Hard X-ray bremsstrahlung intensities are calculated using the Kramers formula (see e.g. Kontar et al. 2002),

$\mathit{I}\mathrm{\left(}{\mathit{ϵ}}_{\mathrm{ph}}\mathrm{\right)}\mathrm{=}{\mathit{Q}}_{\mathrm{0}}\underset{{\mathit{ϵ}}_{\mathrm{ph}}}{\overset{\mathrm{\infty }}{\mathrm{\int }}}{\mathit{f}}_{\mathrm{beam}}\mathrm{\left(}\mathit{ϵ}\mathrm{\right)}\mathit{n}\frac{\mathrm{1}}{{\mathit{ϵ}}_{\mathrm{ph}}\mathit{ϵ}}\mathrm{d}\mathit{ϵ,}$where I(ϵ_ph) is the rate of emission of photons with energy ϵ_ph, ϵ is an electron energy, f_beam is the differential beam electron density (dn/ dE), n is the space and time-varying electronic density of the ambient plasma, and Q₀ is the constant from the Kramers bremsstrahlung cross-section formula.

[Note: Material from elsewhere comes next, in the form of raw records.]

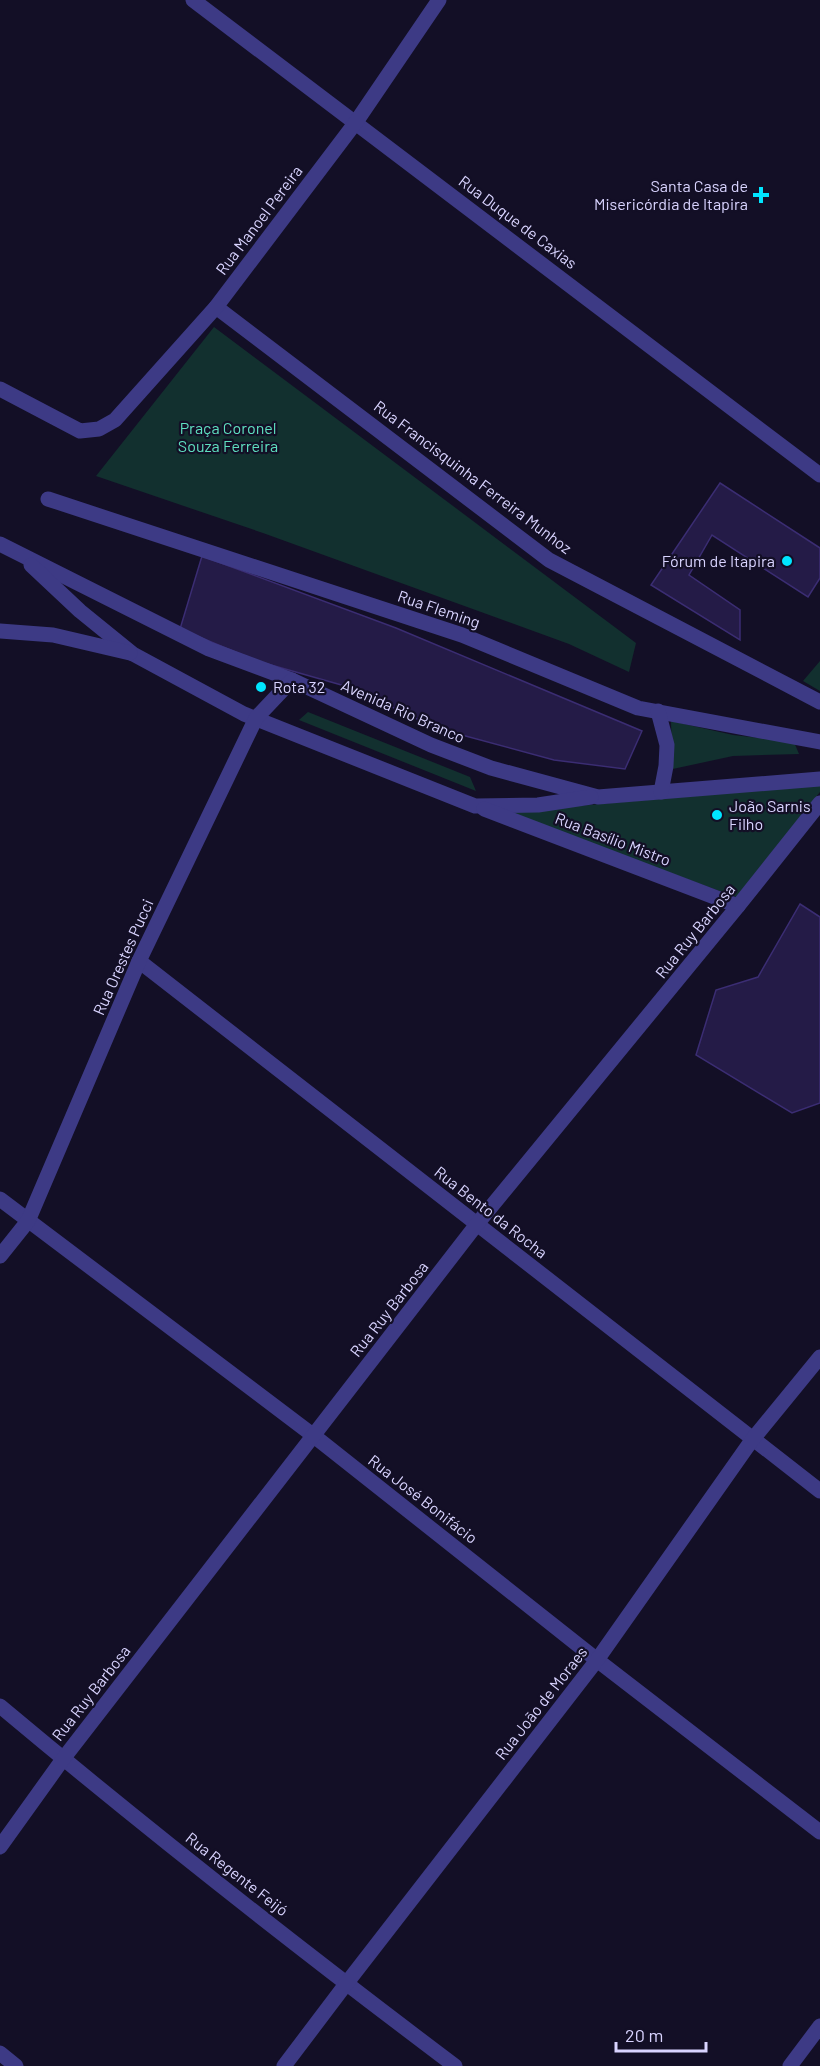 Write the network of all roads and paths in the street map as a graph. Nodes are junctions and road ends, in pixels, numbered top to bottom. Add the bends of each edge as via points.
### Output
1 (193, 0) edge
2 (439, 0) edge
3 (356, 122) junction
4 (216, 307) junction
5 (0, 389) edge
6 (820, 475) edge
7 (48, 499) dead end
8 (0, 544) edge
9 (17, 553) junction
10 (0, 631) edge
11 (134, 654) junction
12 (292, 680) junction
13 (820, 702) edge
14 (658, 711) junction
15 (256, 718) junction
16 (820, 742) edge
17 (820, 779) edge
18 (661, 792) junction
19 (598, 797) junction
20 (820, 803) edge
21 (475, 806) junction
22 (738, 906) junction
23 (139, 961) junction
24 (0, 1199) edge
25 (28, 1221) junction
26 (477, 1224) junction
27 (0, 1256) edge
28 (820, 1357) edge
29 (314, 1436) junction
30 (752, 1440) junction
31 (820, 1491) edge
32 (597, 1660) junction
33 (0, 1706) edge
34 (63, 1759) junction
35 (820, 1832) edge
36 (0, 1847) edge
37 (346, 1983) junction
38 (820, 2026) edge
39 (0, 2053) edge
40 (16, 2066) edge
41 (284, 2066) edge
42 (455, 2066) edge
43 (790, 2066) edge

1 - 3 street, Rua Duque de Caxias
2 - 3 street, Rua Manoel Pereira
3 - 4 street, Rua Manoel Pereira
3 - 6 street, Rua Duque de Caxias
4 - 5 street, Rua Manoel Pereira via 115,420 99,429 80,431
4 - 13 street, Rua Francisquinha Ferreira Munhoz via 549,560
7 - 14 street, Rua Fleming via 462,635 639,708
8 - 9 street, Avenida Rio Branco
9 - 11 street
9 - 12 street, Avenida Rio Branco via 209,649
10 - 11 street via 53,635
11 - 15 street, Rua Basílio Mistro
12 - 15 street, Rua Orestes Pucci
12 - 19 street, Avenida Rio Branco via 431,746 491,768
14 - 16 street, Rua Fleming
14 - 18 street via 667,745
15 - 21 street, Rua Basílio Mistro
15 - 23 street, Rua Orestes Pucci
17 - 18 street, Avenida Rio Branco
18 - 19 street, Avenida Rio Branco
19 - 21 street via 538,805
20 - 22 street, Rua Ruy Barbosa
21 - 22 street, Rua Basílio Mistro
22 - 26 street, Rua Ruy Barbosa
23 - 25 street, Rua Orestes Pucci
23 - 26 street, Rua Bento da Rocha
24 - 25 street, Rua José Bonifácio
25 - 27 street, Rua Orestes Pucci
25 - 29 street, Rua José Bonifácio
26 - 29 street, Rua Ruy Barbosa
26 - 30 street, Rua Bento da Rocha
28 - 30 street, Rua João de Moraes
29 - 32 street, Rua José Bonifácio
29 - 34 street, Rua Ruy Barbosa
30 - 31 street, Rua Bento da Rocha
30 - 32 street, Rua João de Moraes
32 - 35 street, Rua José Bonifácio
32 - 37 street, Rua João de Moraes
33 - 34 street, Rua Regente Feijó
34 - 36 street, Rua Ruy Barbosa
34 - 37 street, Rua Regente Feijó
37 - 41 street, Rua João de Moraes
37 - 42 street, Rua Regente Feijó
38 - 43 street
39 - 40 street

The test particle approach is widely used to study particle acceleration in flares, but is not a fully self-consistent approach since it neglects the electromagnetic fields generated by the test particles themselves. However, in the configurations studied here, the fraction of the released magnetic energy carried by the accelerated particles is relatively small – typically around 5% (Gordovskyy et al. 2014). Furthermore, as a result of the fragmented nature of the current sheet, energetic electrons are fairly uniformly distributed within the loop volume, so we expect that their effects on the fields are weak. Hence, the test particle approach is quite well justified.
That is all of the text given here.